Saturday, September 29, 2007

Left of Boom

Rick Atkinson, writing on the front page of Sunday's Washington Post, has begun a series on the signature success of Republican Party War on Iraq, the IED. It is the one tactic and weapon that has managed to stay one step ahead of effective counter measures.

As early as 2003, Army officers spoke of shifting the counter-IED effort "left of boom" by disrupting insurgent cells before bombs are built and planted. Yet U.S. efforts have focused overwhelmingly on "right of boom"-- by mitigating the effects of a bomb blast with heavier armor, sturdier vehicles and better trauma care -- or on the boom itself, by spending, for example, more than $3 billion on 14 types of electronic jammers that sometimes also jammed the radios of friendly forces.

For years the counter-IED effort was defensive, reactive and ultimately inadequate, driven initially by a presumption that IEDs were a passing nuisance in a short war, and then by an abiding faith that science would solve the problem.

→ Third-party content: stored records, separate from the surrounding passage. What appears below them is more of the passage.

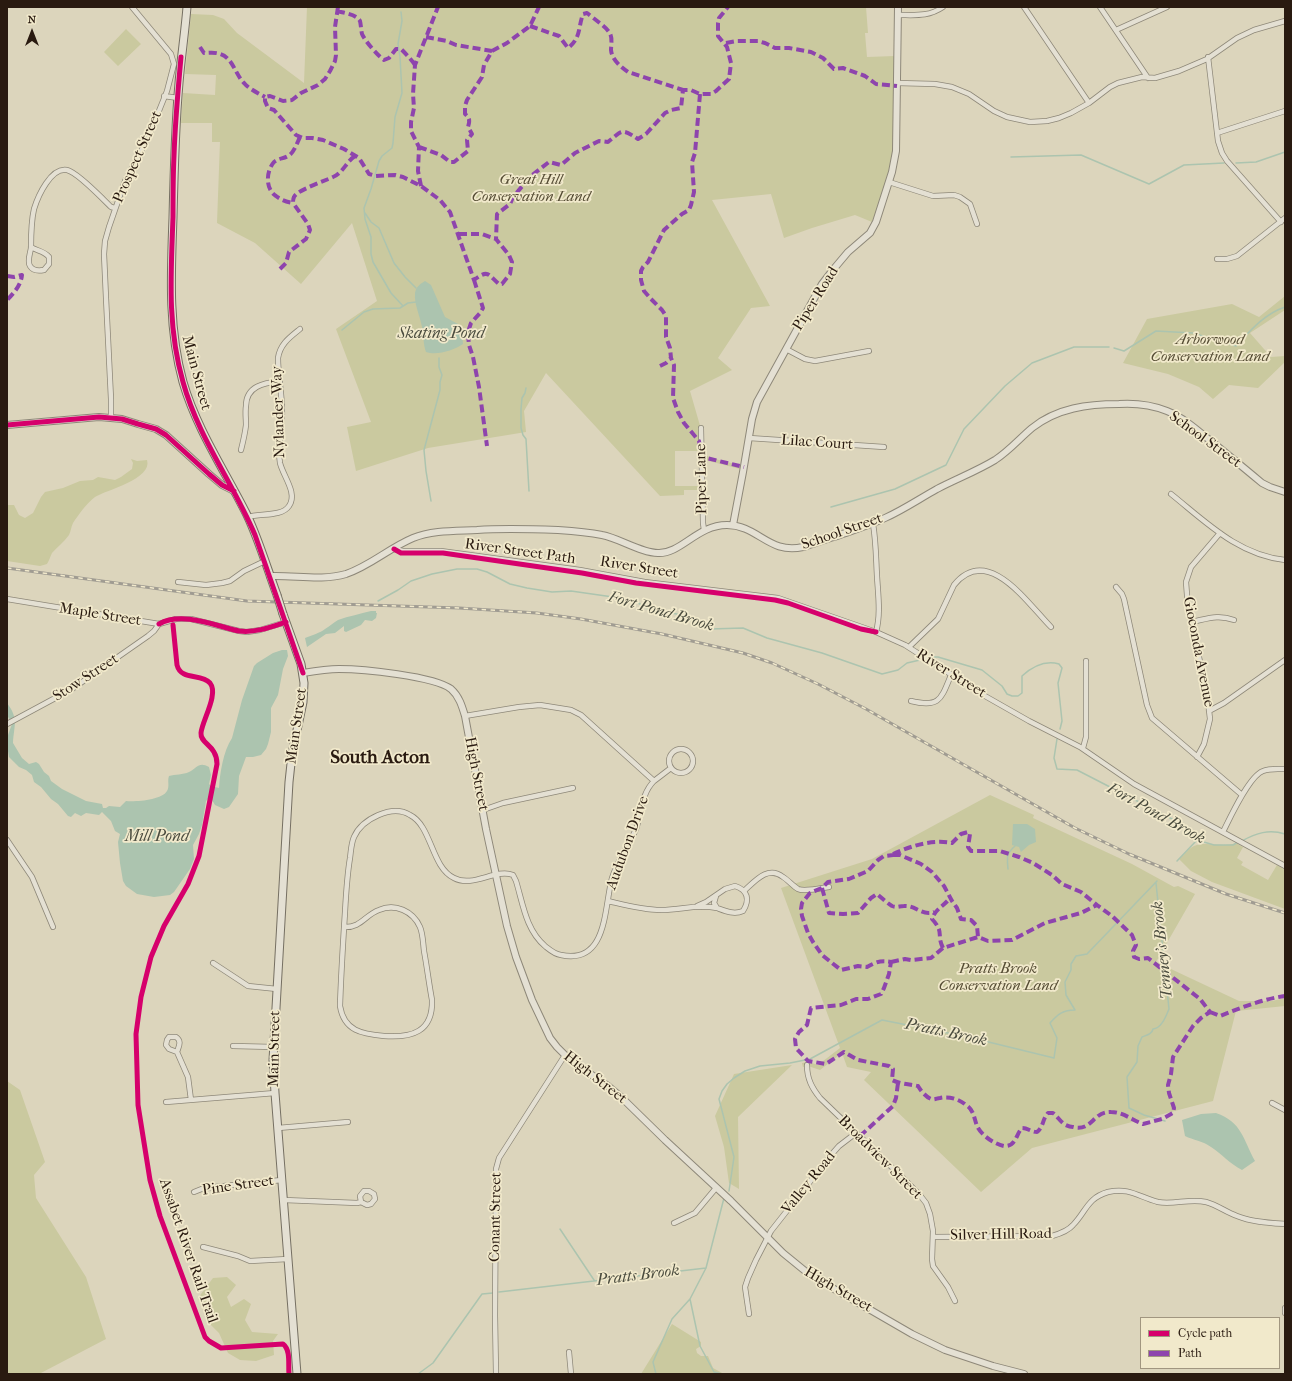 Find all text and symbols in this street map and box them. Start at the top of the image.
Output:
north arrow [12,12,52,52]
text: N [28,13,36,26]
street label: Prospect Street [110,108,166,206]
park label: Great Hill Conservation Land [472,171,590,206]
street label: Piper Road [789,264,843,334]
water label: Skating Pond [398,324,484,344]
park label: Arborwood Conservation Land [1151,331,1269,366]
street label: Main Street [177,334,215,412]
street label: Nylander Way [268,366,290,458]
street label: School Street [1165,408,1245,472]
street label: Lilac Court [780,432,854,454]
street label: Piper Lane [692,443,712,515]
street label: School Street [799,510,885,554]
street label: River Street Path [463,535,577,569]
street label: River Street [599,553,679,583]
water label: Fort Pond Brook [606,588,716,636]
street label: Gioconda Avenue [1178,595,1218,709]
street label: Maple Street [58,600,142,630]
street label: River Street [913,645,989,703]
street label: Stow Street [50,650,122,706]
street label: Main Street [283,687,311,765]
street label: High Street [460,735,492,813]
district label: South Acton [330,747,430,769]
water label: Fort Pond Brook [1104,779,1208,849]
street label: Audubon Drive [603,794,653,892]
water label: Mill Pond [125,827,189,847]
water label: Tenney's Brook [1148,900,1178,1000]
park label: Pratts Brook Conservation Land [939,960,1057,995]
street label: Main Street [265,1011,285,1087]
water label: Pratts Brook [903,1015,989,1051]
street label: High Street [560,1048,630,1108]
street label: Broadview Street [834,1112,926,1204]
street label: Valley Road [778,1148,840,1218]
street label: Pine Street [201,1172,275,1200]
street label: Conant Street [486,1172,506,1262]
street label: Assabet River Rail Trail [155,1176,221,1326]
street label: Silver Hill Road [950,1225,1052,1245]
water label: Pratts Brook [595,1261,681,1291]
street label: High Street [801,1263,875,1317]
legend [1140,1317,1280,1369]
text: Cycle path [1178,1326,1232,1340]
text: Path [1178,1346,1202,1360]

"Americans want technical solutions. They want the silver bullet," said Rear Adm. Arch Macy, commander of the Naval Surface Warfare Center in Washington, which now oversees several counter-IED technologies. "The solution to IEDs is the whole range of national power --political-military affairs, strategy, operations, intelligence."

Chasing the silver bullet, which requires $Billions in new defense spending while short changing the strategy that could have prevented much of the "small price" our troops are paying, is the ne plus ultra of Republican war fighting. Make lots of money and let someone else's kids get killed.